* _About this exercise_:
In the material below, find every line containing "جاده" and copy that line.
☆ ☆ ☆
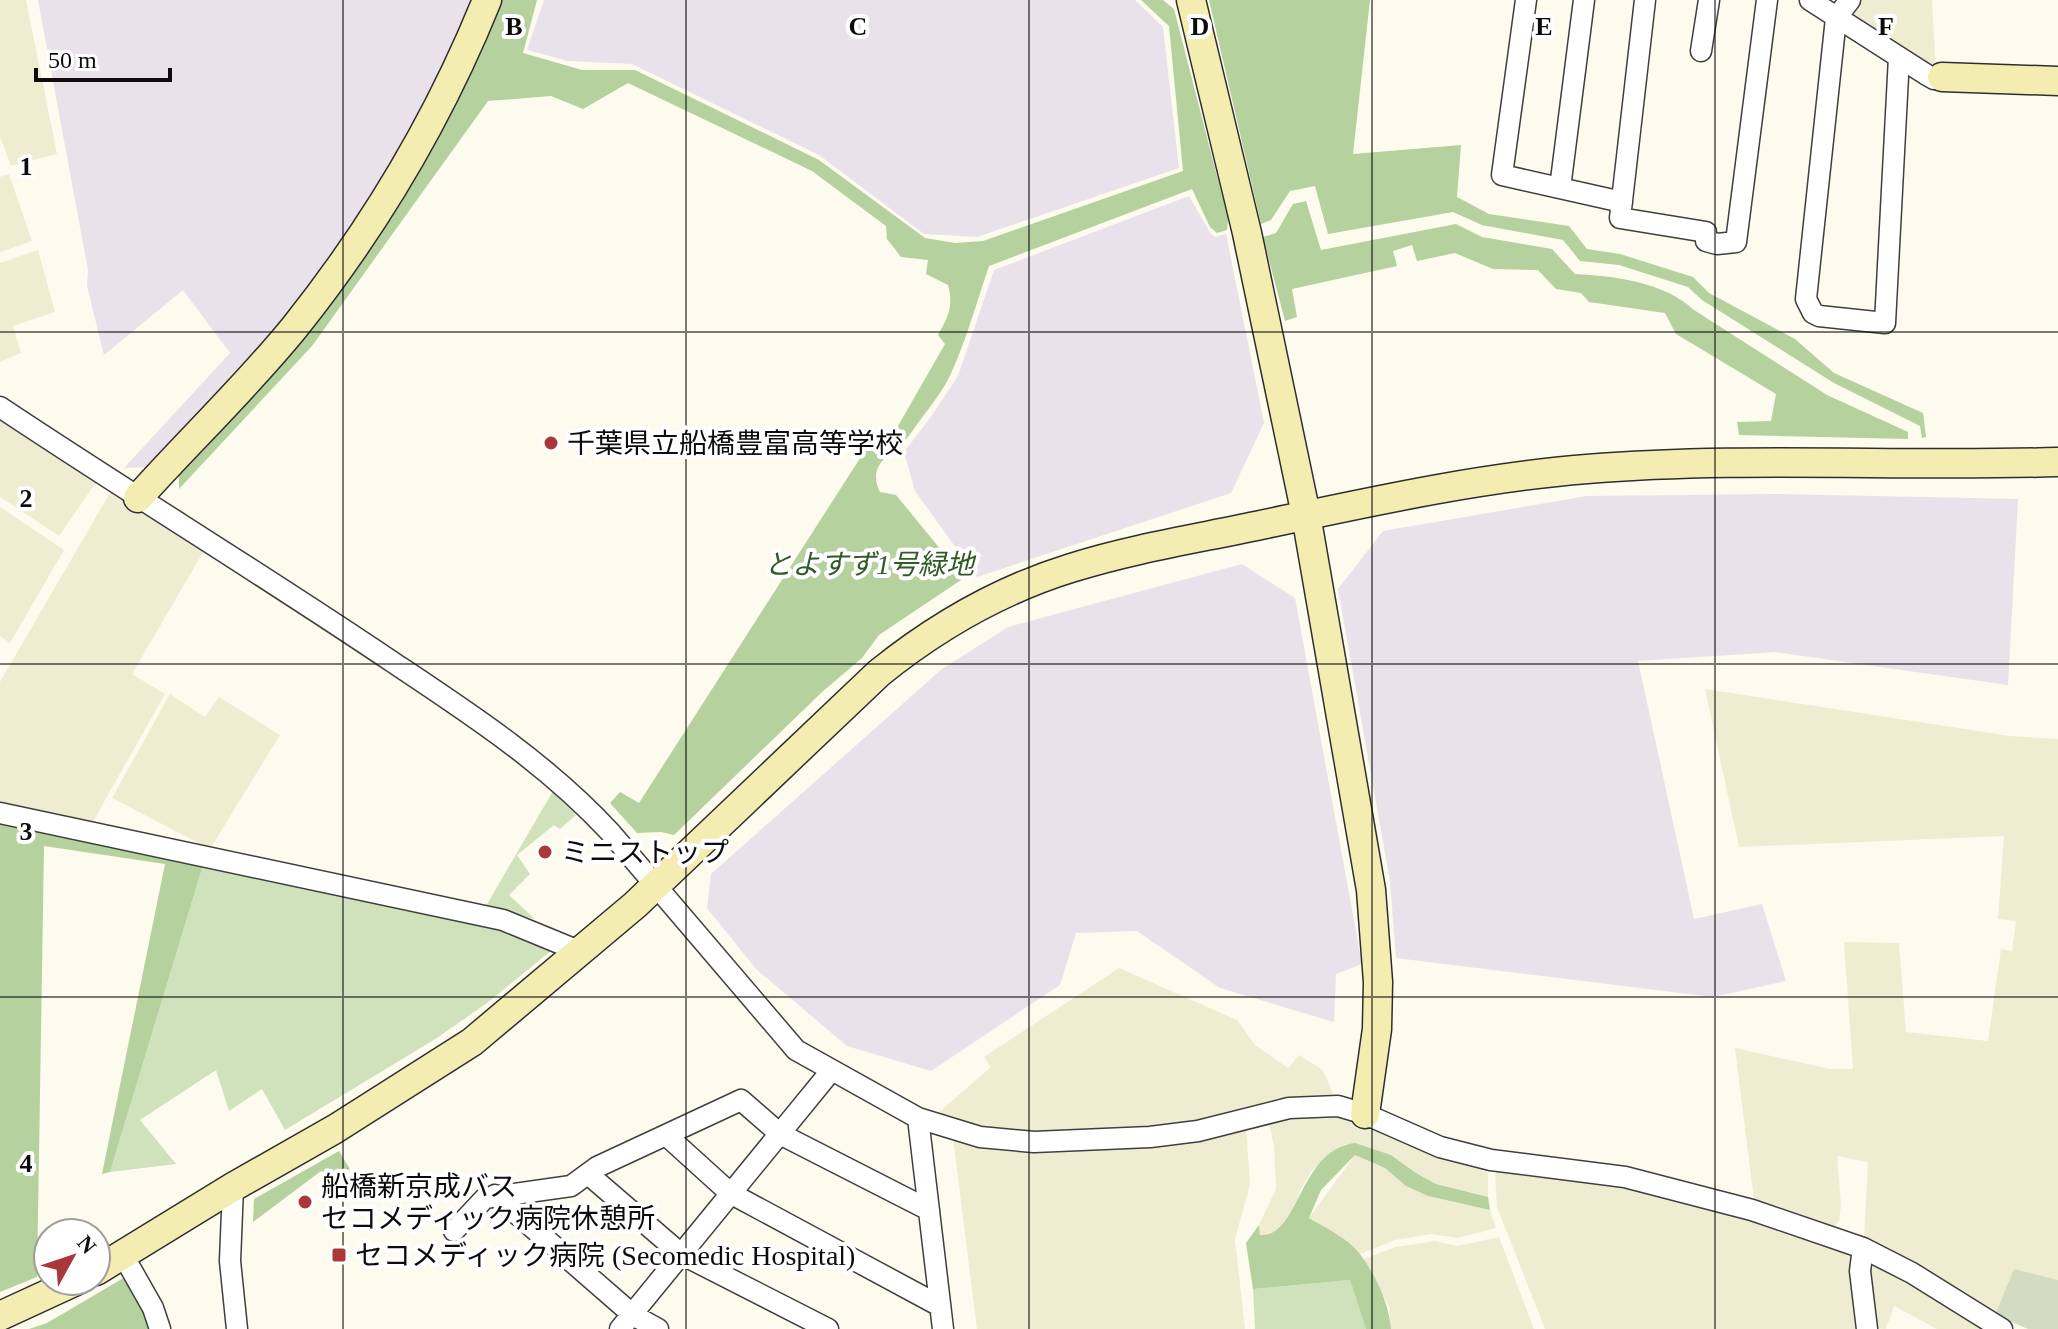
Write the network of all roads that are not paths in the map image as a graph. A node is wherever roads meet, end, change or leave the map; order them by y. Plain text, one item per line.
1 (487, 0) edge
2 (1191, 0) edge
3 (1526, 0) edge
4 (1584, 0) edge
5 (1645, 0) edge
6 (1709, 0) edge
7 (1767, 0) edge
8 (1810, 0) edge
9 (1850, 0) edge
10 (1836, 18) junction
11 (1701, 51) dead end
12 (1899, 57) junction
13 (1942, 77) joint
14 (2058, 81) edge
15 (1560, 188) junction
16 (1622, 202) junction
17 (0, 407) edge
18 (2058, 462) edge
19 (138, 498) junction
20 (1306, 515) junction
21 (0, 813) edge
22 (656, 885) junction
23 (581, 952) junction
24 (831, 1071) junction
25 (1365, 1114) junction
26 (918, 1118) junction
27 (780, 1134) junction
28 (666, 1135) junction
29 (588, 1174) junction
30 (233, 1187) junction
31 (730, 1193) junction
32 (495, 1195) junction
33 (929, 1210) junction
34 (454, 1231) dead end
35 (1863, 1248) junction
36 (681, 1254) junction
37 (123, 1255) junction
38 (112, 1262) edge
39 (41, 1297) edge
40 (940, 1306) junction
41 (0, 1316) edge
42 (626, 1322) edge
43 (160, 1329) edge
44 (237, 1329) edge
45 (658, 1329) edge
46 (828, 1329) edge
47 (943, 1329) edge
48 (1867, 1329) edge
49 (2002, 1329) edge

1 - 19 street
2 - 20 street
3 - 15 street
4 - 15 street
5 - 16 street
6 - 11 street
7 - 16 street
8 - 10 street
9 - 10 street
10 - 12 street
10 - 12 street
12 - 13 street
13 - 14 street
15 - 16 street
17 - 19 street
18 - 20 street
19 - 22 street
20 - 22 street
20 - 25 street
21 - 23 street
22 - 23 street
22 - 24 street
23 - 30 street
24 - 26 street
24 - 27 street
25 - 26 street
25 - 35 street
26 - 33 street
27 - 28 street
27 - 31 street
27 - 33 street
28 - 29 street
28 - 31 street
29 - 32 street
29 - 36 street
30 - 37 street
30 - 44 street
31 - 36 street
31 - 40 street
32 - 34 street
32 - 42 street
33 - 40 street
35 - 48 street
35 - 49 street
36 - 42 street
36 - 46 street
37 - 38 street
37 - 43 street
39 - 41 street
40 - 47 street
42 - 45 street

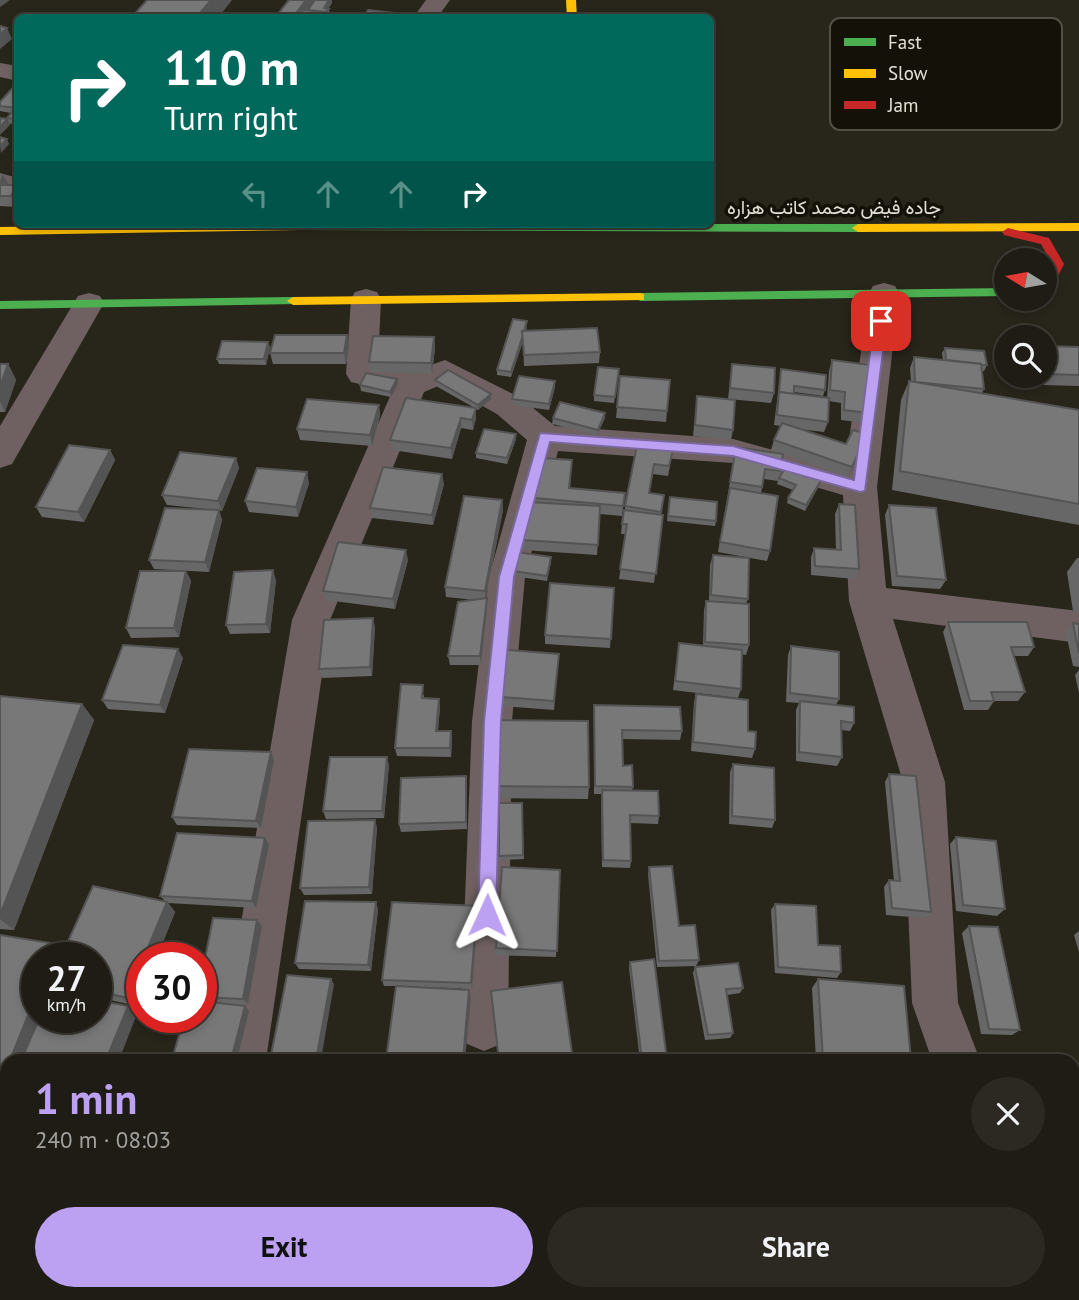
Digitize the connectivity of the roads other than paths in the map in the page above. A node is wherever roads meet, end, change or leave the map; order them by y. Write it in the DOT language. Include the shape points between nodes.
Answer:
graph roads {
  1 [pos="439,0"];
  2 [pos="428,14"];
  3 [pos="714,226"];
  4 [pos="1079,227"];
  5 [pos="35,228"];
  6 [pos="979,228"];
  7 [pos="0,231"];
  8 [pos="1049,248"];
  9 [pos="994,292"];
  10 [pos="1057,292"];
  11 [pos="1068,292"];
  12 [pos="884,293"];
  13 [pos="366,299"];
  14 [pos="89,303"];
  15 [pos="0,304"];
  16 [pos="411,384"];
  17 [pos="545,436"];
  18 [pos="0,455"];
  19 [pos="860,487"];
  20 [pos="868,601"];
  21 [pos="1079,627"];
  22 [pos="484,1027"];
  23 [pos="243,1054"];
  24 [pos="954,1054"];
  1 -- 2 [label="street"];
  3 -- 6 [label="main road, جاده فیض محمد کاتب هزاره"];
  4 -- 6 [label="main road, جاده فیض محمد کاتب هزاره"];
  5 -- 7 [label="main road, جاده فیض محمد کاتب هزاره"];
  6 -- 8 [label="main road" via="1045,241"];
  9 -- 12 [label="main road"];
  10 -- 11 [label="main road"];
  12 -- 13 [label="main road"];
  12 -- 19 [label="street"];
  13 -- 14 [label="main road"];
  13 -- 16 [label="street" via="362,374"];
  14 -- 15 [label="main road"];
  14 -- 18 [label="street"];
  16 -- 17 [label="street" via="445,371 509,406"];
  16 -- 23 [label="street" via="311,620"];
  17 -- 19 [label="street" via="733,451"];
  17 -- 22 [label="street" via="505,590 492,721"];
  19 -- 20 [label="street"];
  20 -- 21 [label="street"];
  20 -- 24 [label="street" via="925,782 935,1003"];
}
☆ ☆ ☆
* _Result below_:
  3 -- 6 [label="main road, جاده فیض محمد کاتب هزاره"];
  4 -- 6 [label="main road, جاده فیض محمد کاتب هزاره"];
  5 -- 7 [label="main road, جاده فیض محمد کاتب هزاره"];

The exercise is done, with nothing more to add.